The diocese has both a cathedral in Cancun and a co-cathedral in Chetumal. Its cathedral church is named Catedral de la Santa Cruz y la Santísima Trinidad (Cathedral of the Holy Cross and Most Holy Trinity) and its co-cathedral is Catedral del Sagrado Corazón (Cathedral of the Sacred Heart).

=== Catedral de la Santa Cruz y la Santísima Trinidad ===
The cathedral church in Cancún was under construction for over 20 years and was completed in 2025. Bishop Elizondo had invited Pope Francis to consecrate the finished church prior to the Pope's death in 2025. Its atrium is 25 meters tall, topped with a 12 step Mayan pyramid and cross. This combines indigenous symbolism with a reference to the 12 apostles. There is also a cenote baptistery chapel, recalling the first Mayans baptized in the region in 1518.

The complex around the cathedral also houses a community center offering medical, legal, psychological, and occupational services.

== Territory and culture ==

=== Territory ===
Currently, the diocese's territory is equivalent to the territory of Quintana Roo. This includes the islands of Cozumel, Isla Mujeres, Contoy, and Holbox to the north and west of the Yucatan Peninsula.

=== Culture ===
The diocese is multilingual and has a reputation for ministering to tourists, including 32 chapels on beaches and in resorts. As of 2025, Mass and confession are said in seven languages, including Spanish and Mayan.

=== Society of Saint Pius X ===
The Fraternal Society of Saint Pius X (SSPX) is active in the Diocese of Cancún-Chetumal. Bishop Elizondo publicly critiqued the group and discouraged Catholics from attending their services in 2024, following similar statements from other dioceses in Mexico, Honduras, and Panama.

== Bishops ==
The territory's first two prelates were members of the Legion of Christ (L.C.). In 2020, the territory was elevated to a diocese, so its bishop assumed the title of Ordinary rather than Territorial Prelate.

=== Apostolic Administrator ===

- Jorge Bernal Vargas, L.C. (1970–1974; consecrated Bishop in 1974)

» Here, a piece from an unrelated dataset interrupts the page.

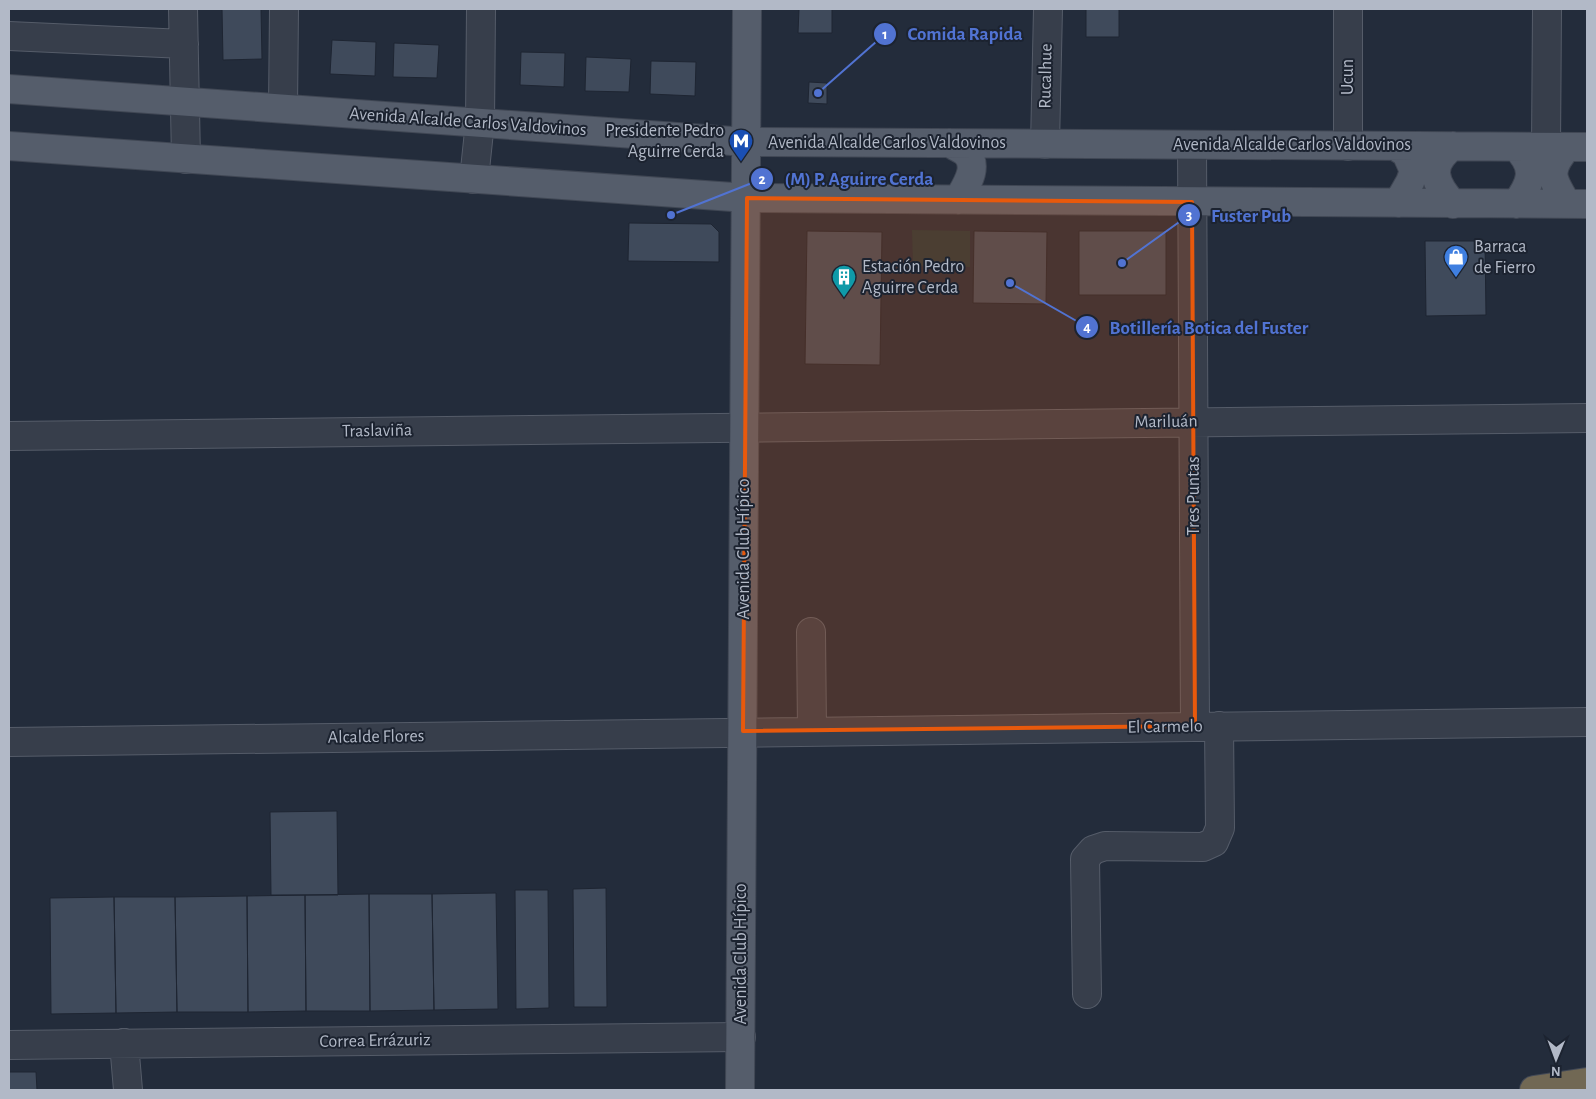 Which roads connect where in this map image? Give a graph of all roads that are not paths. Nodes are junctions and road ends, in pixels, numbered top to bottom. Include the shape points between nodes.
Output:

=== Territorial Prelate ===
- Jorge Bernal Vargas, L.C. (1974–2004; of Chetumal until 1996)
- Pedro Pablo Elizondo Cárdenas, L.C. (2004–2020)

=== Ordinary ===

- Pedro Pablo Elizondo Cárdenas, L.C. (2020–2025)
- Salvador González Morales (2025–)

== External links and references ==

- GCatholic
- "Territorial Prelature of Cancún–Chetumal"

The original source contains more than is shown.